A Lavandula pinnata var. pinnata pertence à família das Lamiáceas. Trata-se de uma subespécie da alfazema penada, indígena do arquipélago das Canárias (La Palma, Lanzarote) e da Madeira. Bastante vigorosa, mas pouco rústica, esta alfazema não resiste a temperaturas inferiores a -5 °C em solo seco. É um arbusto com caules lenhosos de secção quadrangular, cujo folhagem é persistente no inverno. A alfazema pinnata var. pinnata forma, no espaço de alguns anos, um tufo arbustivo mais largo do que alto, atingindo cerca de 60 cm de altura por 80 cm de largura. A sua folhagem plana, de textura um pouco borracha, é recortada em lóbulos estreitos e ligeiramente espatulados, cobertos por uma penugem sedosa branca. A cor da folhagem será tanto mais clara e prateada quanto mais seco for o solo e mais quente estiver. Liberta ao mais ligeiro toque um aroma terroso e canforado, ao mesmo tempo potente e suave, que permanece brevemente nos dedos. A floração estende-se de maio/junho a setembro, podendo ser mais ou menos desfasada e prolongada consoante o clima e as condições de cultivo. No topo de longas hastes folhadas, que se destacam claramente da folhagem, desabrocham espigas florais com 2 a 3 ramificações. As flores labiadas, apertadas umas contra as outras, apresentam uma cor intermédia entre o malva e o rosa. Bem perfumadas, são muito visitadas por insetos polinizadores. As hastes folhadas e as flores, uma vez secas, podem ser utilizadas nos armários para perfumar a roupa e afastar as traças.

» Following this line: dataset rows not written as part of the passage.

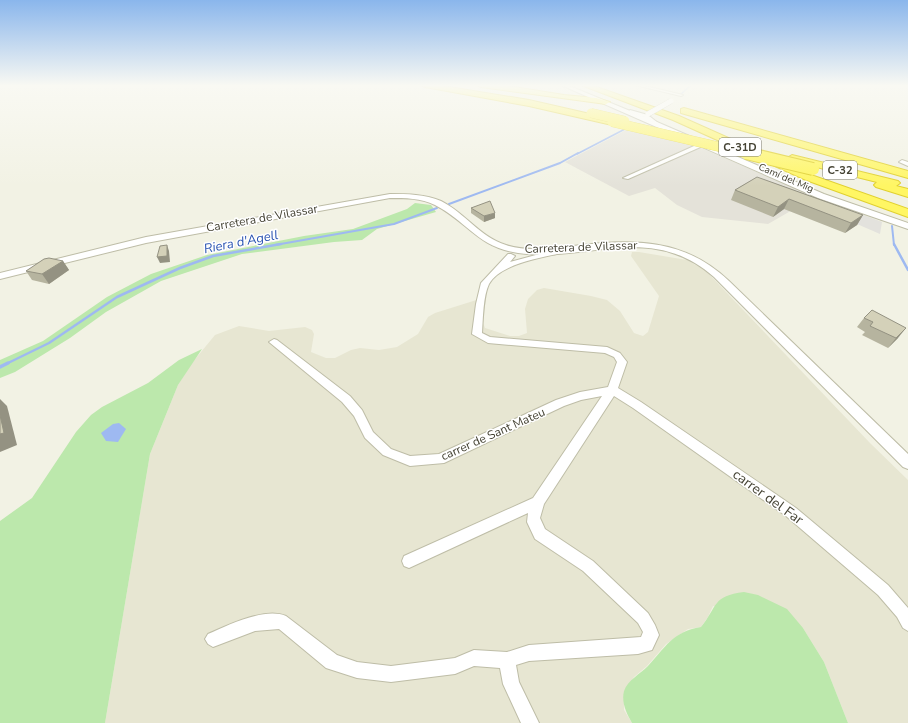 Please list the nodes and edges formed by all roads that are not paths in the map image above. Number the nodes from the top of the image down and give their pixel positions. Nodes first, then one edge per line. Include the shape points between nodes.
1 (598, 119) edge
2 (617, 119) edge
3 (645, 119) edge
4 (651, 119) edge
5 (655, 119) edge
6 (678, 119) edge
7 (713, 119) edge
8 (655, 123) junction
9 (703, 144) junction
10 (908, 175) edge
11 (626, 178) dead end
12 (908, 187) edge
13 (908, 192) edge
14 (908, 213) edge
15 (908, 222) edge
16 (908, 226) edge
17 (472, 230) junction
18 (491, 238) junction
19 (563, 248) junction
20 (511, 251) junction
21 (524, 260) junction
22 (500, 270) junction
23 (0, 276) edge
24 (274, 342) dead end
25 (612, 390) junction
26 (908, 463) edge
27 (538, 502) junction
28 (409, 561) dead end
29 (908, 623) edge
30 (213, 639) dead end
31 (507, 660) junction
32 (530, 723) edge

1 - 13 highway, C-32, bridge
2 - 12 highway, C-32, bridge via 772,153
3 - 8 street, Camí del Mig
4 - 8 street, Camí del Mig
5 - 15 street, Camí del Mig via 732,156 817,192
6 - 14 highway, C-31D via 810,178
7 - 10 highway, C-31D
8 - 9 street, Camí del Mig
9 - 11 street
9 - 16 street, Camí del Mig via 826,198
17 - 18 street
17 - 20 street, Carretera de Vilassar
17 - 23 street, Carretera de Vilassar via 436,202 413,196 390,196 146,240
18 - 19 street via 527,246
18 - 20 street
19 - 20 street
19 - 21 street
19 - 26 street, Carretera de Vilassar via 634,245 654,247 684,254 710,268
20 - 21 street via 524,252
20 - 22 street
21 - 22 street
22 - 25 street via 485,283 477,334 488,340 606,350 617,355 622,362
24 - 25 street, carrer de Sant Mateu via 346,399 358,412 369,435 387,452 410,461 440,459 560,403
25 - 27 street
25 - 29 street, carrer del Far via 638,405 791,512 878,586 902,612
27 - 28 street
27 - 31 street via 533,517 540,534 588,566 643,618 651,635 646,644 638,646 529,653
30 - 31 street via 255,623 281,621 332,662 357,670 391,674 455,666 474,658
31 - 32 street via 511,684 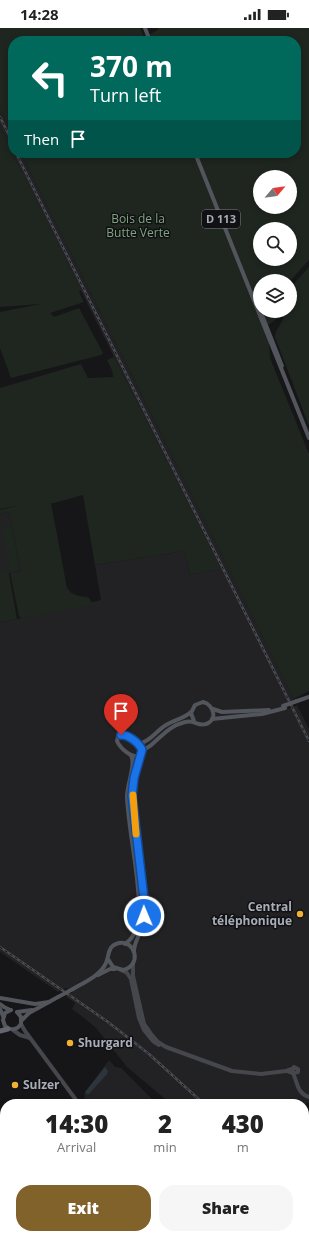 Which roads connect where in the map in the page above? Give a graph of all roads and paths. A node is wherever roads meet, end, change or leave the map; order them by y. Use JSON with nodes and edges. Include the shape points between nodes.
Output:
{"nodes":[{"id":1,"x":197,"y":158,"type":"edge"},
{"id":2,"x":309,"y":438,"type":"edge"},
{"id":3,"x":309,"y":698,"type":"edge"},
{"id":4,"x":284,"y":707,"type":"junction"},
{"id":5,"x":213,"y":709,"type":"junction"},
{"id":6,"x":191,"y":712,"type":"junction"},
{"id":7,"x":212,"y":719,"type":"junction"},
{"id":8,"x":194,"y":721,"type":"junction"},
{"id":9,"x":138,"y":744,"type":"junction"},
{"id":10,"x":140,"y":754,"type":"junction"},
{"id":11,"x":131,"y":755,"type":"junction"},
{"id":12,"x":125,"y":944,"type":"junction"},
{"id":13,"x":134,"y":952,"type":"junction"},
{"id":14,"x":108,"y":959,"type":"junction"},
{"id":15,"x":133,"y":964,"type":"junction"},
{"id":16,"x":115,"y":969,"type":"junction"},
{"id":17,"x":121,"y":970,"type":"junction"},
{"id":18,"x":83,"y":983,"type":"junction"},
{"id":19,"x":0,"y":998,"type":"edge"},
{"id":20,"x":49,"y":1002,"type":"junction"},
{"id":21,"x":0,"y":1004,"type":"edge"},
{"id":22,"x":38,"y":1008,"type":"junction"},
{"id":23,"x":0,"y":1009,"type":"edge"},
{"id":24,"x":11,"y":1010,"type":"junction"},
{"id":25,"x":17,"y":1012,"type":"junction"},
{"id":26,"x":3,"y":1016,"type":"junction"},
{"id":27,"x":21,"y":1022,"type":"junction"},
{"id":28,"x":10,"y":1029,"type":"junction"},
{"id":29,"x":0,"y":1031,"type":"edge"},
{"id":30,"x":30,"y":1039,"type":"junction"},
{"id":31,"x":184,"y":1054,"type":"junction"},
{"id":32,"x":309,"y":1096,"type":"edge"},
{"id":33,"x":75,"y":1099,"type":"edge"}],
"edges":[{"from":1,"to":2,"type":"main road","number":"D 113"},
{"from":3,"to":4,"type":"main road","bridge":true},
{"from":4,"to":5,"type":"main road","via":[[222,712]]},
{"from":4,"to":7,"type":"main road","via":[[262,714]]},
{"from":5,"to":6,"type":"main road","via":[[208,704],[200,702]]},
{"from":5,"to":7,"type":"main road"},
{"from":6,"to":8,"type":"main road"},
{"from":6,"to":9,"type":"main road","via":[[162,728],[147,742]]},
{"from":7,"to":8,"type":"main road","via":[[204,725]]},
{"from":8,"to":10,"type":"main road","via":[[188,721],[163,733]]},
{"from":9,"to":10,"type":"main road","via":[[142,748]]},
{"from":9,"to":11,"type":"main road","via":[[125,734],[118,737],[118,744]]},
{"from":10,"to":11,"type":"main road"},
{"from":10,"to":13,"type":"main road","via":[[133,786],[133,802],[144,911]]},
{"from":11,"to":12,"type":"main road","via":[[133,764],[127,799],[139,909],[134,934]]},
{"from":12,"to":13,"type":"main road"},
{"from":12,"to":14,"type":"main road","via":[[118,943],[113,946]]},
{"from":13,"to":15,"type":"main road"},
{"from":14,"to":16,"type":"main road"},
{"from":14,"to":18,"type":"main road","via":[[103,969]]},
{"from":15,"to":17,"type":"main road","via":[[128,969]]},
{"from":15,"to":31,"type":"street","via":[[133,976],[147,1030],[158,1042]]},
{"from":16,"to":17,"type":"main road"},
{"from":16,"to":18,"type":"main road","via":[[110,969]]},
{"from":17,"to":31,"type":"street","via":[[131,979],[139,1018],[147,1035],[160,1046]]},
{"from":18,"to":20,"type":"main road","bridge":true},
{"from":19,"to":20,"type":"main road","via":[[35,1004]]},
{"from":20,"to":22,"type":"main road"},
{"from":21,"to":24,"type":"main road"},
{"from":22,"to":25,"type":"main road"},
{"from":22,"to":27,"type":"main road","via":[[27,1014]]},
{"from":23,"to":26,"type":"main road"},
{"from":24,"to":25,"type":"main road"},
{"from":24,"to":26,"type":"main road"},
{"from":25,"to":27,"type":"main road","via":[[21,1015]]},
{"from":26,"to":28,"type":"main road","via":[[3,1023]]},
{"from":27,"to":28,"type":"main road","via":[[17,1028]]},
{"from":27,"to":30,"type":"street"},
{"from":28,"to":29,"type":"highway"},
{"from":28,"to":30,"type":"street"},
{"from":30,"to":33,"type":"street"},
{"from":31,"to":32,"type":"street","via":[[232,1071],[260,1074],[294,1072],[300,1088]]}]} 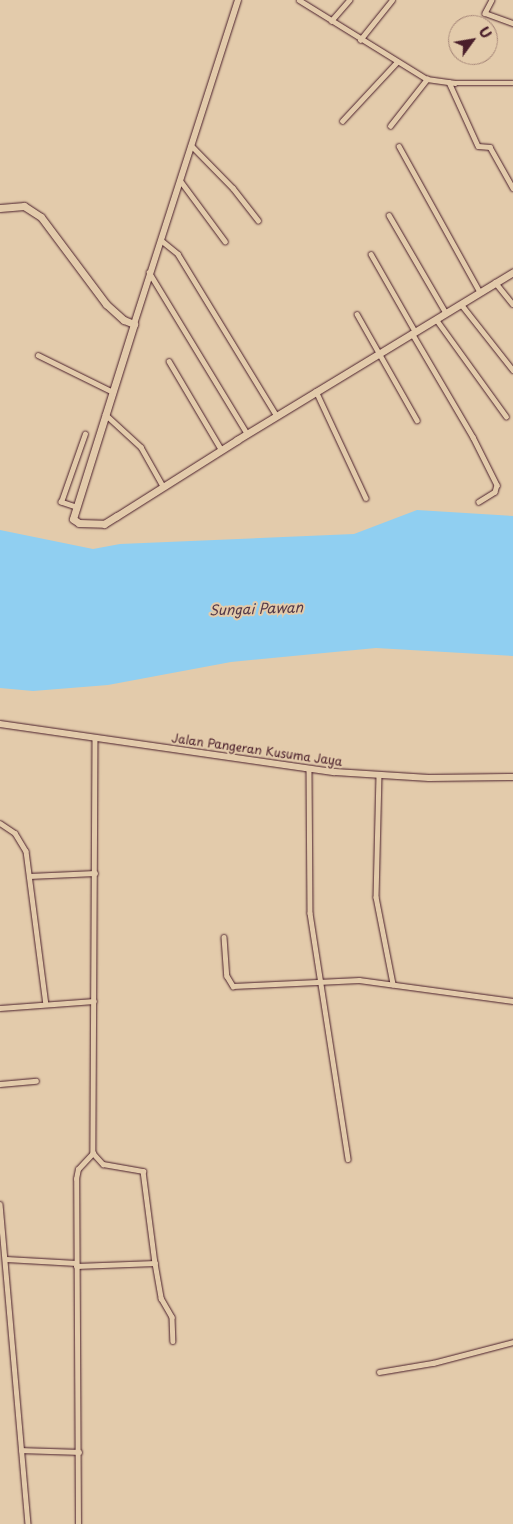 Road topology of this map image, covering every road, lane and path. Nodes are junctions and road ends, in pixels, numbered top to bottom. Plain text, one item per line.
1 (299, 0) edge
2 (348, 0) edge
3 (392, 0) edge
4 (492, 0) edge
5 (235, 1) edge
6 (331, 21) junction
7 (513, 23) edge
8 (360, 40) junction
9 (397, 62) junction
10 (427, 78) junction
11 (448, 82) junction
12 (513, 83) edge
13 (342, 121) dead end
14 (390, 126) dead end
15 (191, 145) junction
16 (399, 146) dead end
17 (180, 180) junction
18 (513, 188) edge
19 (0, 208) edge
20 (389, 215) dead end
21 (258, 220) dead end
22 (161, 240) junction
23 (225, 241) dead end
24 (371, 254) dead end
25 (150, 272) junction
26 (513, 272) edge
27 (495, 282) junction
28 (480, 292) junction
29 (460, 304) junction
30 (513, 304) edge
31 (446, 313) junction
32 (357, 314) dead end
33 (436, 319) junction
34 (134, 324) junction
35 (414, 332) junction
36 (378, 353) junction
37 (38, 355) dead end
38 (169, 361) dead end
39 (513, 370) edge
40 (106, 389) junction
41 (316, 391) junction
42 (104, 414) junction
43 (277, 416) junction
44 (506, 416) dead end
45 (417, 420) dead end
46 (85, 434) dead end
47 (247, 434) junction
48 (222, 449) junction
49 (162, 486) junction
50 (366, 498) dead end
51 (479, 502) dead end
52 (76, 507) junction
53 (0, 724) edge
54 (95, 738) junction
55 (309, 769) junction
56 (379, 775) junction
57 (513, 777) edge
58 (0, 823) edge
59 (95, 873) junction
60 (30, 876) junction
61 (224, 937) dead end
62 (322, 980) junction
63 (393, 984) junction
64 (94, 1001) junction
65 (513, 1001) edge
66 (46, 1004) junction
67 (0, 1008) edge
68 (36, 1081) dead end
69 (0, 1084) edge
70 (93, 1153) junction
71 (348, 1159) dead end
72 (0, 1204) edge
73 (6, 1259) junction
74 (155, 1263) junction
75 (76, 1265) junction
76 (173, 1341) dead end
77 (513, 1342) edge
78 (379, 1372) dead end
79 (21, 1450) junction
80 (79, 1452) junction
81 (28, 1524) edge
82 (78, 1524) edge

1 - 6 street
2 - 6 street
3 - 8 street
4 - 7 street
5 - 15 street
6 - 8 street
8 - 9 street
9 - 10 street
9 - 13 street
10 - 11 street
10 - 14 street
11 - 12 street
11 - 18 street
15 - 17 street
15 - 21 street
16 - 28 street
17 - 22 street
17 - 23 street
19 - 34 main road
20 - 31 street
22 - 25 street
22 - 43 street
24 - 35 street
25 - 34 street
25 - 47 street
26 - 27 main road
27 - 28 main road
27 - 30 street
28 - 29 main road
29 - 31 main road
29 - 39 street
31 - 33 main road
32 - 36 street
33 - 35 main road
33 - 44 street
34 - 40 main road
35 - 36 main road
35 - 51 street
36 - 41 main road
36 - 45 street
37 - 40 street
38 - 48 street
40 - 42 main road
41 - 43 main road
41 - 50 street
42 - 49 street
42 - 52 main road
43 - 47 main road
46 - 52 street
47 - 48 main road
48 - 49 main road
49 - 52 main road
53 - 54 street, Jalan Pangeran Kusuma Jaya
54 - 55 street, Jalan Pangeran Kusuma Jaya
54 - 59 street
55 - 56 street, Jalan Pangeran Kusuma Jaya
55 - 62 street
56 - 57 street, Jalan Pangeran Kusuma Jaya
56 - 63 street
58 - 60 street
59 - 60 street
59 - 64 street
60 - 66 street
61 - 62 street
62 - 63 street
62 - 71 street
63 - 65 street
64 - 66 street
64 - 70 street
66 - 67 street
68 - 69 street
70 - 74 street
70 - 75 street
72 - 73 street
73 - 75 street
73 - 79 street
74 - 75 street
74 - 76 street
75 - 80 street
77 - 78 street
79 - 80 street
79 - 81 street
80 - 82 street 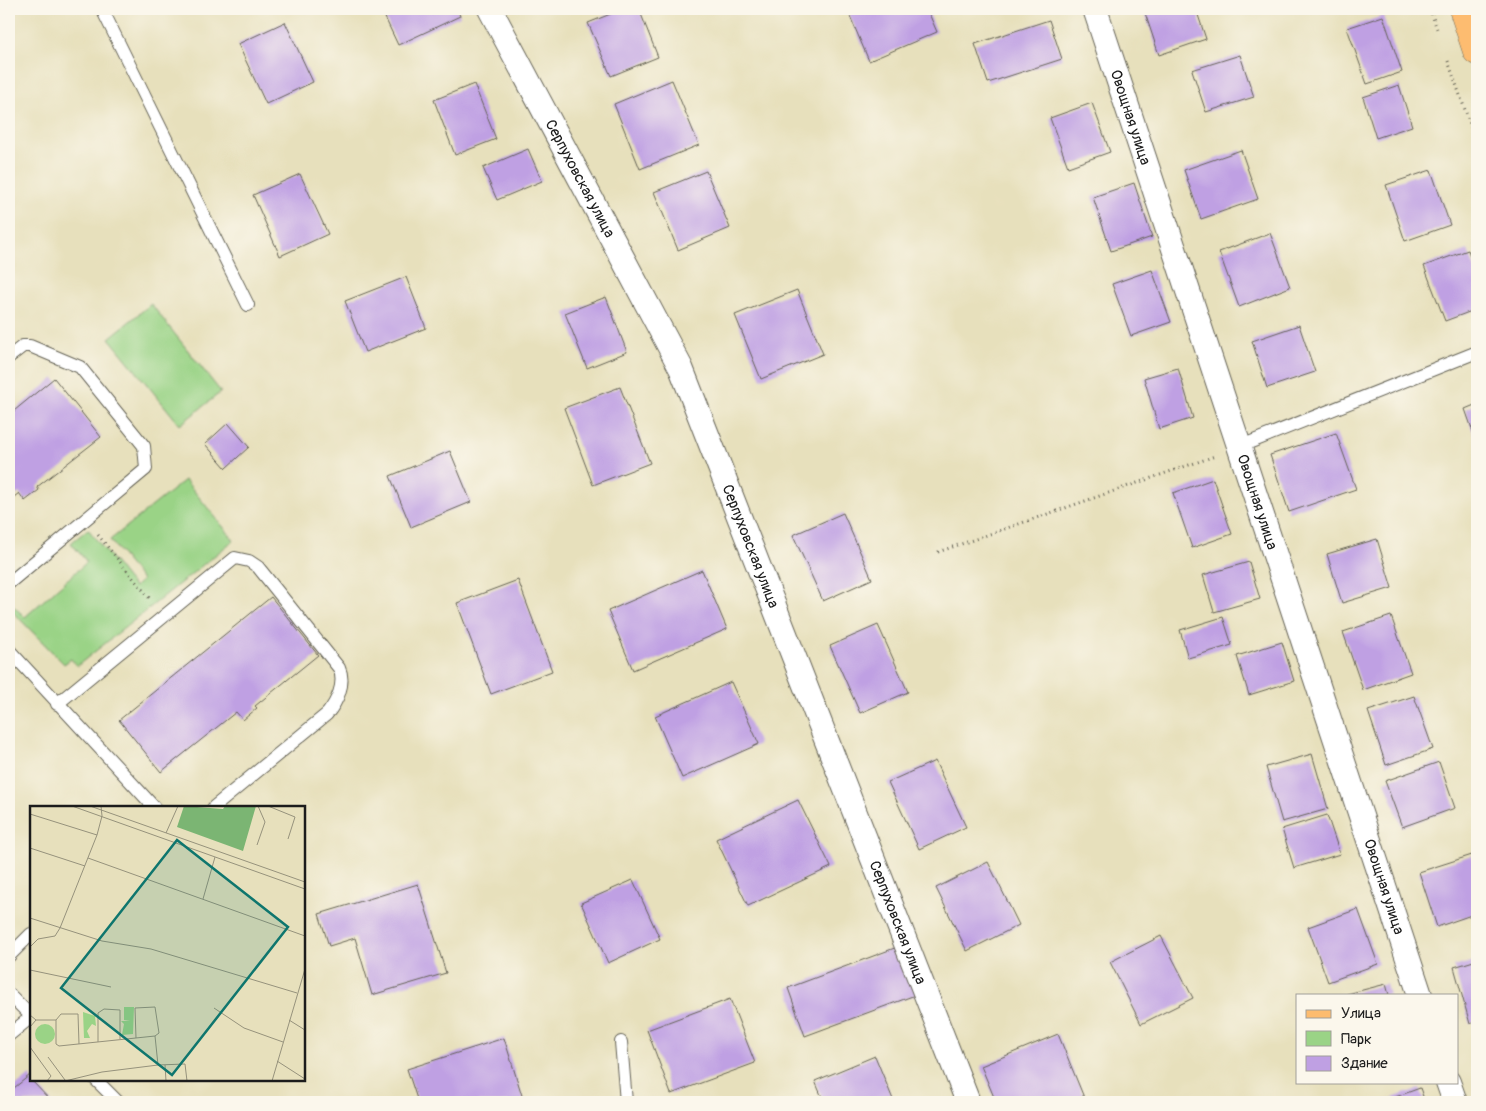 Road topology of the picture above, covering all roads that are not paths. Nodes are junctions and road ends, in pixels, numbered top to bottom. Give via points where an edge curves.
1 (102, 9) edge
2 (490, 9) edge
3 (1095, 9) edge
4 (1463, 9) edge
5 (1477, 51) edge
6 (248, 305) dead end
7 (1477, 352) edge
8 (9, 357) edge
9 (1241, 446) junction
10 (9, 582) edge
11 (9, 650) edge
12 (57, 704) junction
13 (153, 806) edge
14 (215, 806) edge
15 (30, 935) edge
16 (9, 956) edge
17 (9, 994) edge
18 (1420, 994) edge
19 (30, 1016) edge
20 (30, 1018) edge
21 (9, 1035) edge
22 (621, 1042) dead end
23 (97, 1081) edge
24 (1449, 1084) edge
25 (118, 1102) edge
26 (626, 1102) edge
27 (968, 1102) edge
28 (1455, 1102) edge

1 - 6 lane
2 - 27 street, Серпуховская улица via 681,368
3 - 9 street, Овощная улица
4 - 5 main road
7 - 9 lane
8 - 10 lane via 23,346 30,346 80,367 144,446 146,469
9 - 18 street, Овощная улица
11 - 12 lane
12 - 13 lane
12 - 14 lane via 235,558 249,561 258,567 342,675 338,698 326,714
15 - 16 lane
17 - 19 lane
20 - 21 lane
22 - 26 lane
23 - 25 lane
24 - 28 street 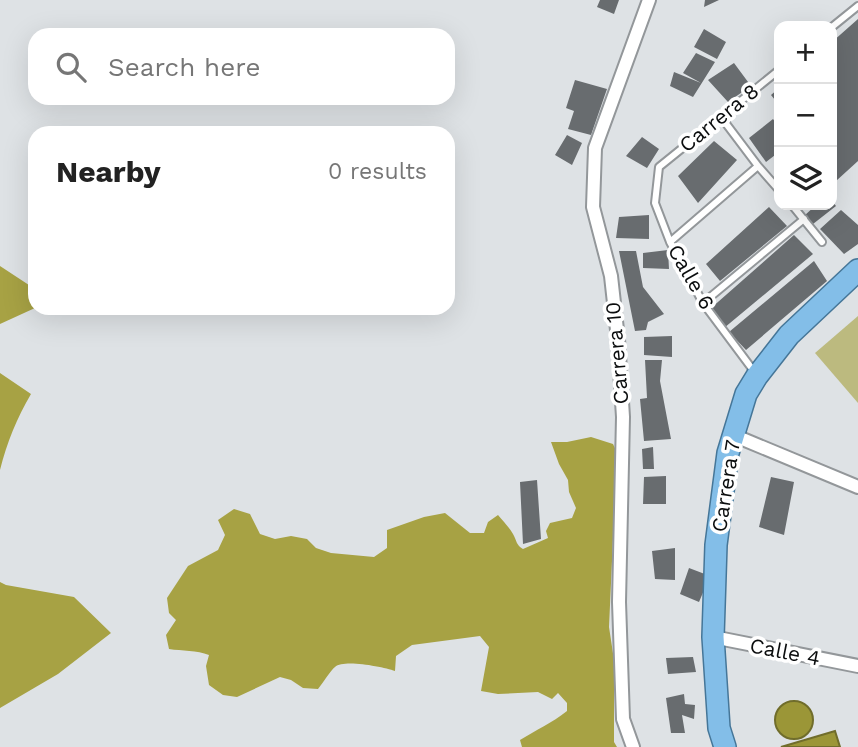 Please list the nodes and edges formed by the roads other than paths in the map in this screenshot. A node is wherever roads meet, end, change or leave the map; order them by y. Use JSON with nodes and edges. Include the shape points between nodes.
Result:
{"nodes":[{"id":1,"x":649,"y":0,"type":"edge"},
{"id":2,"x":858,"y":6,"type":"edge"},
{"id":3,"x":837,"y":23,"type":"edge"},
{"id":4,"x":774,"y":74,"type":"edge"},
{"id":5,"x":721,"y":117,"type":"junction"},
{"id":6,"x":758,"y":166,"type":"junction"},
{"id":7,"x":659,"y":167,"type":"joint"},
{"id":8,"x":774,"y":184,"type":"edge"},
{"id":9,"x":796,"y":210,"type":"edge"},
{"id":10,"x":804,"y":219,"type":"junction"},
{"id":11,"x":670,"y":242,"type":"junction"},
{"id":12,"x":822,"y":242,"type":"dead end"},
{"id":13,"x":858,"y":270,"type":"edge"},
{"id":14,"x":703,"y":303,"type":"junction"},
{"id":15,"x":757,"y":376,"type":"junction"},
{"id":16,"x":733,"y":435,"type":"junction"},
{"id":17,"x":858,"y":487,"type":"edge"},
{"id":18,"x":713,"y":638,"type":"junction"},
{"id":19,"x":858,"y":666,"type":"edge"},
{"id":20,"x":633,"y":747,"type":"edge"},
{"id":21,"x":725,"y":747,"type":"edge"}],
"edges":[{"from":1,"to":20,"type":"street","name":"Carrera 10","via":[[595,148],[593,207],[611,276],[618,339],[623,417],[619,602],[623,719]]},
{"from":2,"to":3,"type":"lane"},
{"from":4,"to":5,"type":"lane","name":"Carrera 8"},
{"from":5,"to":6,"type":"lane"},
{"from":5,"to":7,"type":"lane","name":"Carrera 8"},
{"from":6,"to":8,"type":"lane"},
{"from":6,"to":11,"type":"lane"},
{"from":7,"to":11,"type":"lane","name":"Calle 6","via":[[655,203]]},
{"from":9,"to":10,"type":"lane"},
{"from":10,"to":12,"type":"lane"},
{"from":10,"to":14,"type":"lane"},
{"from":11,"to":14,"type":"lane","name":"Calle 6"},
{"from":13,"to":15,"type":"highway","name":"Carrera 7","via":[[789,335]]},
{"from":14,"to":15,"type":"lane","name":"Calle 6"},
{"from":15,"to":16,"type":"highway","name":"Carrera 7"},
{"from":16,"to":17,"type":"street"},
{"from":16,"to":18,"type":"highway","name":"Carrera 7","via":[[716,545]]},
{"from":18,"to":19,"type":"street","name":"Calle 4"},
{"from":18,"to":21,"type":"highway","name":"Carrera 7","via":[[719,728]]}]}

Pela sua silhueta um pouco difusa, pela beleza singular da sua folhagem e pelo seu perfume, a alfazema pinnata var. pinnata é uma das preferidas dos colecionadores, que por vezes a cultivam como anual ou como planta de estufa fria. Tem o seu lugar num jardim do litoral mediterrânico, muito ameno no inverno e seco no verão. Esta bela planta associa-se perfeitamente a outras alfazemas de grande porte (Lavandula Merloo, Walburton's Silver Edge e dentata), aos esteva, alecrins, teucrios e outros arbustos de maquis. Ficará também maravilhosa entre onagras, linho vivaz, asfódelos, euforbias ou arbustos de folhagem escura como coníferas anãs. Combina particularmente bem com uma pequena trepadeira provençal chamada Convolvulus althaeoïdes.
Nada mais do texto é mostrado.